Rumer Willis: "I was a dork. I was a computer nerd. I grew up and, Emma went through the same thing, we both had braces and glasses and this curly fro. And I wasn’t necessarily too active in getting in the social crowd, so I definitely understand the entirely not fitting in. But I think everyone has their own version of feeling a bit out of place, and one of the great things I think that we have the ability to do is show that it’s all right. You can have that awkward phase. It’s not about whether you’re the popular girl or the nerdy one. It’s just about feeling confident and comfortable with kind of where you fit and who you are and accessing that and making that your own."
Emma Stone: "When I was young I never really thought to judge it, really, to feel like an outsider. I sort of just always did my thing and it made me happy so I didn’t really think to think it was dorky or anything like that. I made a lot of websites, but I thought it was fun. But I kind of just, I feel like as I have gotten older, the more it just gets in your head. Not just the media, but kind of everything growing up. It starts to affect you older than it did when I was young. This really came in perfect time for me because I was 18 when we were shooting this and that period really for me, this has been the strangest period of trying to figure out who I am. So, the timing was really ideal. Just kind of to accept that what you like is what you like and who you are is who you are, and every day I try to remind myself of that. So it was a cool thing to be involved with."
Anna Faris: "I definitely still feel incredibly awkward. And I never quite get used to this stuff, but I’m really proud I made a movie because I feel in my movie experience, I definitely give up a sense of vanity so it was kind of nice actually to play like the pretty girl, But, I do want to commend the girls. All of them gave up their sense of vanity for the sake of the movie and they were all so game and eager to sort of, to be vulnerable on camera. Whether it was Katharine being pregnant. Rumer clearly with the neck brace. Emma wearing weird glasses…"
Emma Stone: [Laughing] "I was so uncomfortable."
Anna Faris: "All of them approached it with enthusiasm. There wasn’t a moment where I had to say like, ‘C’mon, just do it for the movie. You get to be hot later on.’ Everybody was so game and more excited to play those characters, sort of the true Zeta girls, then maybe they were to be super hot."
Katharine, can you talk about wearing that fake belly?
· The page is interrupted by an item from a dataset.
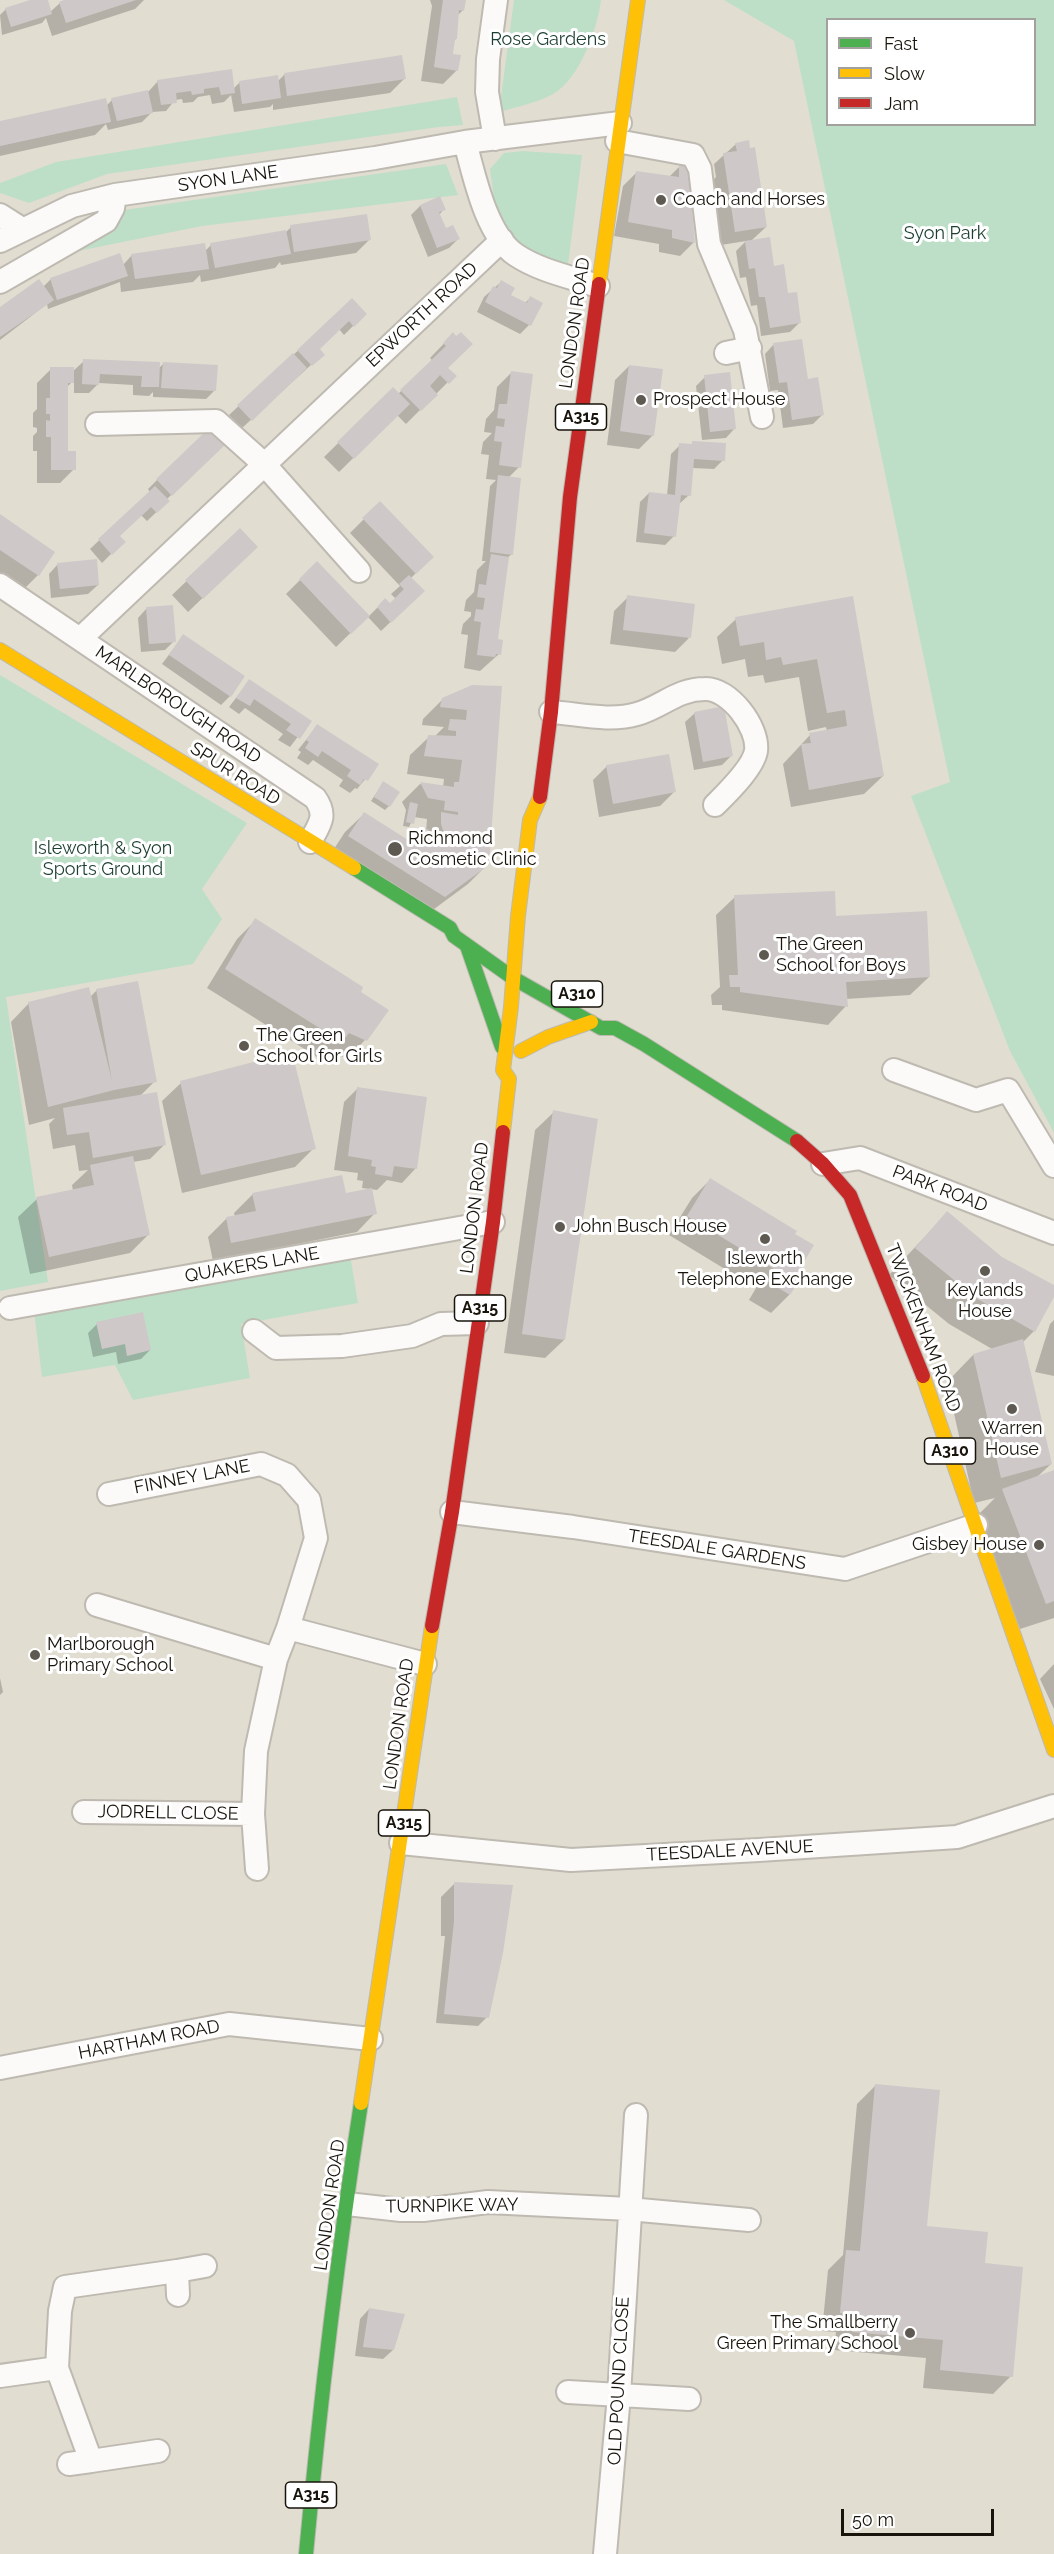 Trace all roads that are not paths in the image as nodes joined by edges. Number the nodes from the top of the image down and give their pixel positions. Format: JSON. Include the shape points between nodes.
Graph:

And does that make you want to get pregnant soon?
Katharine McPhee: "Well, guys, I have great news… [Laughing] Well, I had two different bellies. One that was prosthetic and one that was like a pregnant pad, which I showed very graphically how it connects at the bottom. It was very uncomfortable in the dead of summer, so I wore that one more often than the actual prosthetic, because the prosthetic is really just specifically when there is a sheer t-shirt, where you can see the belly button and all that kind of stuff. Before I actually got married I was like I wanted to have kids right away and all this stuff. And then I got married and totally changed and was like, ‘No.’ And I think that has to do with wearing a pregnant pad for two months, so thank you House Bunny."
Anna, when you pitched the story were you able to imagine yourself as a Playboy Bunny and what was it like shooting in the Playboy Mansion?
Anna Faris: "It was really intimidating. When we went and pitched it, I would be in character and so I was starting to really have a clear vision of who Shelley was. Having said that, it was really intimidating. I kept feeling, ‘I don’t belong in this crowd.’ All these girls are really hot and confident and I felt really self-conscious for sure."
"I thought maybe the studio world wouldn’t see me as that, so that was intimidating. But when I floated the idea past my mom, who is pretty conservative, she was like, ‘You’re doing what?’ And now, of course, she’s like ‘I’m so proud of you!’ Which is nice."
Anna, it says it took 3 hours of makeup.
Anna Faris: "Shelley, you know, she’s got a lot of hair. She likes a lot of makeup. We had to do a lot of body makeup and makeup to make my cleavage look bigger. Getting into the wardrobe usually took a good 20 minutes or so. Strapping in. It was like, yeah, it was a challenge. The shoes I loved. As I think everyone knows, I kept them all. I still will put them on at night and trot around. I don’t go anywhere. But, I loved wearing those."